Según Pazmiño, aquí no hay que sacar conclusiones apresuradas. Explica que muchas personas tienen comportamientos sexuales distintos en lo digital que en lo presencial. “Hay gente a la que le excita enviar fotos, mostrarse, jugar desde la distancia. Eso no significa que vaya a replicar lo mismo cara a cara”, señala.

El especialista aclara que no se trata de una percepción sobre la orientación sexual del otro, sino de métodos distintos de excitación. En palabras simples: lo que prende en redes no siempre prende en vivo. “Puede haber seducción sin intención de concreción”, resume.

“¿Es normal que al chico que estoy conociendo no le gusten los besos ni los mimos, pero sí quiera intimidad?”

Pazmiño va directo al punto: todo depende del “para qué”. Si la relación está planteada desde lo netamente sexual, no todos buscan caricias, abrazos o besos largos. Algunos van directo al grano.
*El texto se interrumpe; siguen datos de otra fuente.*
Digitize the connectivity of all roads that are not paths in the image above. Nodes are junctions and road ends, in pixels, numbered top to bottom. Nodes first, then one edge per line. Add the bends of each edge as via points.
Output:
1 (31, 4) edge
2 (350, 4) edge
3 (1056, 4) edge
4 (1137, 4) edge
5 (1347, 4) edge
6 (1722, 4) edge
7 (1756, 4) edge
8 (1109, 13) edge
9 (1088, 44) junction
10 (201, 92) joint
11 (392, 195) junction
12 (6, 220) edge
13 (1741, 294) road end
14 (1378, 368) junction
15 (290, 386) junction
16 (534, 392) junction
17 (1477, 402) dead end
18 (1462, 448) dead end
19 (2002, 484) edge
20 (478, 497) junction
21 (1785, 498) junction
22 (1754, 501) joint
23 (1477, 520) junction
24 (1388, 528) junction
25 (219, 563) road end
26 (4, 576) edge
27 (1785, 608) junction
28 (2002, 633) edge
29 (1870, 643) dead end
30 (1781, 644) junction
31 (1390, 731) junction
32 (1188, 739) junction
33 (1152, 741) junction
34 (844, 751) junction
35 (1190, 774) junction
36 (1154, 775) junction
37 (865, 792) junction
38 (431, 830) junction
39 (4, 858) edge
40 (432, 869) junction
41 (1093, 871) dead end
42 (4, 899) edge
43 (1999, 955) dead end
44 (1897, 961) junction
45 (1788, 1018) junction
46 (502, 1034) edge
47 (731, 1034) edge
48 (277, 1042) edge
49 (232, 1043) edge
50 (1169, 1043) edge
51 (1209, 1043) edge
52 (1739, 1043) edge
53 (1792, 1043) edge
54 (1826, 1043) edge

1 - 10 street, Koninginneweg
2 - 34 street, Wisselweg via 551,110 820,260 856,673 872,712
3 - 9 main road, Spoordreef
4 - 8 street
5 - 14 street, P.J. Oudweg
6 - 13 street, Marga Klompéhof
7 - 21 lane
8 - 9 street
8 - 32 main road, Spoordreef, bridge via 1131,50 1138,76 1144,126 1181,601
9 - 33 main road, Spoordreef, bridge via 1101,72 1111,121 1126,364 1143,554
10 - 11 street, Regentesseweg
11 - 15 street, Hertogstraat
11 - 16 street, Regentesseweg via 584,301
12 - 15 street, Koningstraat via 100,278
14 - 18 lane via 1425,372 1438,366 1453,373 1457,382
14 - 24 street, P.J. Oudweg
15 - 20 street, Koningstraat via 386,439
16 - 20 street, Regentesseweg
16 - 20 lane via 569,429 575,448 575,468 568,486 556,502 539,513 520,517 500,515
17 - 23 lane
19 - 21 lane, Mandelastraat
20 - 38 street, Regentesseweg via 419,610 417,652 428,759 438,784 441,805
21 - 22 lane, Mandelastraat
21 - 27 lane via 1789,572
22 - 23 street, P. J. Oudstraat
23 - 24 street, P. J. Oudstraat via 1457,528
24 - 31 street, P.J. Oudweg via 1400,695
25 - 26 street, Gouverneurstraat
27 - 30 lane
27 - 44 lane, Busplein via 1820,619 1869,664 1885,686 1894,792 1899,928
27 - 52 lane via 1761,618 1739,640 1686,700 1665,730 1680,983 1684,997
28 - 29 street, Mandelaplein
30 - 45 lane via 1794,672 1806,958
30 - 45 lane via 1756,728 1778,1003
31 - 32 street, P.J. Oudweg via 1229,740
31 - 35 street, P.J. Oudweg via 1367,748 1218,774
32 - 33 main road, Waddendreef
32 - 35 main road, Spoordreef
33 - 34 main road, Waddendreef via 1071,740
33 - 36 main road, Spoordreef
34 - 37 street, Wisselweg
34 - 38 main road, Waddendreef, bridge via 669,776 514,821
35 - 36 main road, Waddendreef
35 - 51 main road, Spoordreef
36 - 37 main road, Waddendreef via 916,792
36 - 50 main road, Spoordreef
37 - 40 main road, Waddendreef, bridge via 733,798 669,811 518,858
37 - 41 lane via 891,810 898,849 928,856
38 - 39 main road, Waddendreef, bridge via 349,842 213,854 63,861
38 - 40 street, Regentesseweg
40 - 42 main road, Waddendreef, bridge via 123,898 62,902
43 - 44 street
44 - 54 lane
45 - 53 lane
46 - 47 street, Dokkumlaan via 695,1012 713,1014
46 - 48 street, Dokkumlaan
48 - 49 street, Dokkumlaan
Además, recuerda que no todos manejan el mismo lenguaje del amor. “Hay personas cero melosas, pero eso no significa que no deseen o no sientan”, explica. También lanza una bomba incómoda: a veces el problema no es el afecto, sino cómo se lo expresa. Detalles como el aliento, la forma o la intensidad pueden jugar en contra. Compatibilidad, dice, es la palabra clave.

“Mi novio no me mira a la cara en el misionero y trata de tapármela. ¿Por qué pasa eso?”

Aquí el abanico de posibilidades se abre. Pazmiño menciona desde incomodidades físicas hasta fantasías sexuales no verbalizadas. “Puede ser algo que no le resulta agradable o, en otros casos, una forma de excitarse imaginando otra escena u otra persona”, explica.

Edison Pazmiño, sexólogo.

Edison Pazmiño, sexólogo.Cortesía

No es necesariamente rechazo, aclara, sino un patrón de comportamiento sexual que puede resultar raro para quien lo recibe. La recomendación implícita: hablarlo, aunque incomode.

“Mi novio me prohíbe subir fotos mostrando piel, pero él vive dando ‘me gusta’ a fotos de otras chicas, incluso compañeras de la U. ¿Por qué lo que en mí le molesta, en otras le encanta?”

Aquí el silencio dice más que mil gemidos. El doble discurso suele estar ligado al control y a los celos, no al amor. Aunque Pazmiño no lo maquilla: cuando alguien intenta regular el cuerpo del otro, mientras consume sin culpa el de terceros, hay una incoherencia clara. Y eso, casi siempre, es una bandera roja.

“Si no puedes estar en una relación sin sexo, entonces no es amor”

Pazmiño desmonta la frase sin anestesia. “Sexo y amor no son lo mismo”, afirma. Se puede tener sexo sin amor y amor sin sexo. Hay parejas que se aman y deciden esperar, y otras que tienen sexo aunque el amor ya se haya ido.

El problema aparece cuando el sexo se usa como moneda de cambio. “Eso de ‘dame la prueba de amor’ es manipulación”, dice tajante. Para él, todo vuelve al famoso “para qué”: ¿me acuesto contigo por deseo, por cariño, por costumbre o por presión?

“Mi novio nunca baja al ‘pozo’. Dice que le da asco y hasta arcadas. Soy súper higiénica, ¿es normal?”

Sí, es normal. Y no, no siempre tiene que ver con higiene. Pazmiño explica que el asco es un proceso neurofisiológico y que cada persona tiene umbrales distintos. “Así como hay gente que se come un chontacuro feliz de la vida, otros lo ven y vomitan”, ejemplifica.

Malas experiencias previas, olores, aprendizajes o simples gustos pueden condicionar estas prácticas. “No es falta de amor, es que no le gusta”, resume. Para algunos es excitante, para otros simplemente no va. Y eso también es parte de la diversidad sexual.